### Your instructions
Look below for lines that hold the string "neist" and copy each one.

Collected data entries

◆ ◆ ◆ ◆ ◆ ◆ ◆

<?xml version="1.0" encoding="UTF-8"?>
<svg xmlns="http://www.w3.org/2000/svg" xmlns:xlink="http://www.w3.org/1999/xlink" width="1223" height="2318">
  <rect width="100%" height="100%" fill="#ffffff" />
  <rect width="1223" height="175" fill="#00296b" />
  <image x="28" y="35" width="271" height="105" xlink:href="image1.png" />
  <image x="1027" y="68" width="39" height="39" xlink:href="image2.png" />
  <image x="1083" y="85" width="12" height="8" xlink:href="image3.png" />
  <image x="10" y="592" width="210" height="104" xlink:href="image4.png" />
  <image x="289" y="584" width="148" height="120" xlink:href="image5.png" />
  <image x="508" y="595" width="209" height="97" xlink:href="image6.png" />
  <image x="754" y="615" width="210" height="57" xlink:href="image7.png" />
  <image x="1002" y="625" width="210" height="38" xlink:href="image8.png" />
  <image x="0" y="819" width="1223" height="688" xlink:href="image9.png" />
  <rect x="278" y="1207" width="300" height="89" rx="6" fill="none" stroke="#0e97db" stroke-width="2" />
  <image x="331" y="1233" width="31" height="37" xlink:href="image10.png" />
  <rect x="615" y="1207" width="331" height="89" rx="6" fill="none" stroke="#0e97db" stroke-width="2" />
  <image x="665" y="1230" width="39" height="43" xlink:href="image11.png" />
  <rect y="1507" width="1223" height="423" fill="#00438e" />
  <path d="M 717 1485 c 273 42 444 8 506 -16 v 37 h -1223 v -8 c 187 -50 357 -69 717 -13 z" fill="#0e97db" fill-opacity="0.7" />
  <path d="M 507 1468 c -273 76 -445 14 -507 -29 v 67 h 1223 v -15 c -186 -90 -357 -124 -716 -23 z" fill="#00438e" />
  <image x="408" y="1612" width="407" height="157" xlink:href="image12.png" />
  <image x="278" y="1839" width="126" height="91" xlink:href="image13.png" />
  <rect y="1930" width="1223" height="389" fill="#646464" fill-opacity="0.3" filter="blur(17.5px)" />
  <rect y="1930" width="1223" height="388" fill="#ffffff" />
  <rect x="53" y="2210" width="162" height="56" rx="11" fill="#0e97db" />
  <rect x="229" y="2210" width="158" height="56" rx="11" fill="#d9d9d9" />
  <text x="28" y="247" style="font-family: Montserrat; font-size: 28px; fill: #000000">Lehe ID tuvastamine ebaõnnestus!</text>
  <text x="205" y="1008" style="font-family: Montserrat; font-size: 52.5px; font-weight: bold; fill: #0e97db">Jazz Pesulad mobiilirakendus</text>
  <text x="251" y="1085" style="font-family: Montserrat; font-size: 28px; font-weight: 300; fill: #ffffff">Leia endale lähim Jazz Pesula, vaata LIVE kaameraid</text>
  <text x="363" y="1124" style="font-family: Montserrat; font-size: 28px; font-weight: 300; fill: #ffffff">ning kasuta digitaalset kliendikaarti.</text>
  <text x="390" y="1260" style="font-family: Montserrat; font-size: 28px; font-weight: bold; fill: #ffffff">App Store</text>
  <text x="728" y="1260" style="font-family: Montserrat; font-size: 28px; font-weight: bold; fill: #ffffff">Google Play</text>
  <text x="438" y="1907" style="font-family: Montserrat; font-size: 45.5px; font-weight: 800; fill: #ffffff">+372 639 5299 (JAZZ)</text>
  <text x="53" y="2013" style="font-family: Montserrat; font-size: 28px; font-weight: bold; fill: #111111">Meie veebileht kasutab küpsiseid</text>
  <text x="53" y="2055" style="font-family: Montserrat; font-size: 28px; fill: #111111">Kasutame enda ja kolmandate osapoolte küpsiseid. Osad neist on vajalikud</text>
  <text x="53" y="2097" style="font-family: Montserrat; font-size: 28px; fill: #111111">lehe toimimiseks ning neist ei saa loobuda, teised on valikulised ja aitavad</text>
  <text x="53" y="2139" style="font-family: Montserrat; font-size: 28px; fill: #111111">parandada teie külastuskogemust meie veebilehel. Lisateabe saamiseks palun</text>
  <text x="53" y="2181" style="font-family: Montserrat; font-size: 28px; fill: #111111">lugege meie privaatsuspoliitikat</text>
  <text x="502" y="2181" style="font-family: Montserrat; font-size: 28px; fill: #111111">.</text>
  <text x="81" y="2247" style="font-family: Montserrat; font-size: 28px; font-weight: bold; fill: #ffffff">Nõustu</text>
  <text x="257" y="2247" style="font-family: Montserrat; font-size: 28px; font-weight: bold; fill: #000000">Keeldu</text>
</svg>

◆ ◆ ◆ ◆ ◆ ◆ ◆

### Result
  <text x="53" y="2055" style="font-family: Montserrat; font-size: 28px; fill: #111111">Kasutame enda ja kolmandate osapoolte küpsiseid. Osad neist on vajalikud</text>
  <text x="53" y="2097" style="font-family: Montserrat; font-size: 28px; fill: #111111">lehe toimimiseks ning neist ei saa loobuda, teised on valikulised ja aitavad</text>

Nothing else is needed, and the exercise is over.